Ian me observa con fijeza, con un aire desvalido que no le pega para nada pero que, aun así, ahí está. Y es ese gesto de cansancio que advierto en su cara lo que aumenta mi curiosidad, mis ganas de saber. No estoy haciendo bien. Debería volver a casa, cenar con Héctor, sonreír, simplemente vivir. ¿Para qué malgastar el tiempo con preguntas que ya no pueden solucionar nada?

—Ayúdame, Melissa. —Ian va a agarrarme del brazo como antes, pero se lo piensa mejor y detiene la mano poco antes de rozarme—. Permite que me desahogue contigo. Eres la persona indicada. Estaremos haciéndonos un favor.

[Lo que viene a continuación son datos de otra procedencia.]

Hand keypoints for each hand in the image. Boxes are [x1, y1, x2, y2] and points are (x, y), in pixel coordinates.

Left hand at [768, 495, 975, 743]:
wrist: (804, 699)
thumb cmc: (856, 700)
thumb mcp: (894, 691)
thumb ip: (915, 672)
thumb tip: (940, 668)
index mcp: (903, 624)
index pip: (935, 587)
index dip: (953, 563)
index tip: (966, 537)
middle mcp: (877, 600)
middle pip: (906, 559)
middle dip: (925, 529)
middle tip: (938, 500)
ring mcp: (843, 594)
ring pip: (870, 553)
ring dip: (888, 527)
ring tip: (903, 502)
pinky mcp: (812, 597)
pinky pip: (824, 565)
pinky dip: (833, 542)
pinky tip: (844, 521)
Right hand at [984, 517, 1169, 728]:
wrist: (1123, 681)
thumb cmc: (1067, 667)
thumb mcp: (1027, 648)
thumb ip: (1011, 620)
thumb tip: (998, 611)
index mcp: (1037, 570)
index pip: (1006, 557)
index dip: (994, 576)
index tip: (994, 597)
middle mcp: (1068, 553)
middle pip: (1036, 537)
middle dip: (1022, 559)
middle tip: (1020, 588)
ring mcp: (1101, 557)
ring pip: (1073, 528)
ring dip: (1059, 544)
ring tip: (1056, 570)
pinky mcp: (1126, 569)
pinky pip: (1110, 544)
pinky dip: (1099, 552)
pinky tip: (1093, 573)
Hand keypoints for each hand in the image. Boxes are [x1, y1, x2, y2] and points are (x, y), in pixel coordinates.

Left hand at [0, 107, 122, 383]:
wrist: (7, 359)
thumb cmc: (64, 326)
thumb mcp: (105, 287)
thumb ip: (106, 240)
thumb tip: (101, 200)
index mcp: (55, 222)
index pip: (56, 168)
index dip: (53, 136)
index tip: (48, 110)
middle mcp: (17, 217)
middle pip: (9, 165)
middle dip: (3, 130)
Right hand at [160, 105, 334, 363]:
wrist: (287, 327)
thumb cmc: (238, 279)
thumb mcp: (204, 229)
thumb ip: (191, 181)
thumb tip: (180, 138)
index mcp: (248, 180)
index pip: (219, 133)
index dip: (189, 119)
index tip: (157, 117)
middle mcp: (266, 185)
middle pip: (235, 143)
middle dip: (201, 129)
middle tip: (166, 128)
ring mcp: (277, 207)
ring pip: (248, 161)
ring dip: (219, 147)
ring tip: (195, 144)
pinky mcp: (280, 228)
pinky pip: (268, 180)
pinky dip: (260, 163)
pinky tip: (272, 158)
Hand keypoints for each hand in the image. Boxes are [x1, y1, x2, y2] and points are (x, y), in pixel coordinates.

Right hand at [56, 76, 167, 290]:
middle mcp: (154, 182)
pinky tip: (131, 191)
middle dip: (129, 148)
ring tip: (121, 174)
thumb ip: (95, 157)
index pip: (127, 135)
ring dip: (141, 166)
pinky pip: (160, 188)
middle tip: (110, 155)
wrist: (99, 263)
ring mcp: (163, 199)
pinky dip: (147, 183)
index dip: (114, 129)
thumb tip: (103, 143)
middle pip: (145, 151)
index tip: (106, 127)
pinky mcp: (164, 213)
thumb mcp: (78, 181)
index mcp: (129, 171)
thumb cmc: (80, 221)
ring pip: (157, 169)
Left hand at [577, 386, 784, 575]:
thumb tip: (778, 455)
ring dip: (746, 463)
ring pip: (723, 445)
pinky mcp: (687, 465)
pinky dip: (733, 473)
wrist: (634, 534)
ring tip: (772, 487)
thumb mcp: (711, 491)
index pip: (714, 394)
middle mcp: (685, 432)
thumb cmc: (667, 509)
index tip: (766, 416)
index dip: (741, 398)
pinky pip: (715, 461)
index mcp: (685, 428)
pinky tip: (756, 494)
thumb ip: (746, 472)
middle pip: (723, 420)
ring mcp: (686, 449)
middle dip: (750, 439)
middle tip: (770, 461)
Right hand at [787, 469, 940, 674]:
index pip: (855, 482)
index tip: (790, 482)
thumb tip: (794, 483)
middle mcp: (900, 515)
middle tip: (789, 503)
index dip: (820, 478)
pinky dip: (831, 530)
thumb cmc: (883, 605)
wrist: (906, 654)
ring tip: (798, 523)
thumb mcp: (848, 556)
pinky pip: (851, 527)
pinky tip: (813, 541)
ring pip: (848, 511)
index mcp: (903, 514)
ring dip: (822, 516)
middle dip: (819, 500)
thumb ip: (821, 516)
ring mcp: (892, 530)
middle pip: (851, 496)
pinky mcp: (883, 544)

—¿Por qué te preocupa mi seguridad? ¿Qué has querido decirme con eso, eh? —insisto, apretando la tira de mi bolso con tanta fuerza que los nudillos se me ponen blancos.

—Te destrozará.

—¿Qué?

—Ven a mi casa —suelta de repente.

—Ni hablar. ¿Estás loco o qué? No te conozco.

—¿Quieres que hablemos o no?

Saco el móvil del bolso y echo un vistazo al reloj. Todavía queda más de una hora para que Héctor regrese al apartamento, pero lo cierto es que estoy lejos.

—No iremos a tu casa. Yo decidiré adónde ir.

Cuando nos metemos en el taxi y doy al conductor la dirección de una discreta cafetería que adoro cercana a mi antiguo piso, me invade el malestar y, al mismo tiempo, una especie de tranquilidad. «Respuestas. Eso es lo que querías, Melissa, ¿no? Aunque te estés metiendo en la boca del lobo», me digo.

Miro a Ian con el rabillo del ojo. Me parece descubrir de nuevo en su rostro ese gesto burlón. Sin embargo, cuando entramos en la cafetería unos diez minutos después y empieza a hablar, su tono de voz es triste, al igual que su mirada.

Y lo que me cuenta echa abajo mis creencias.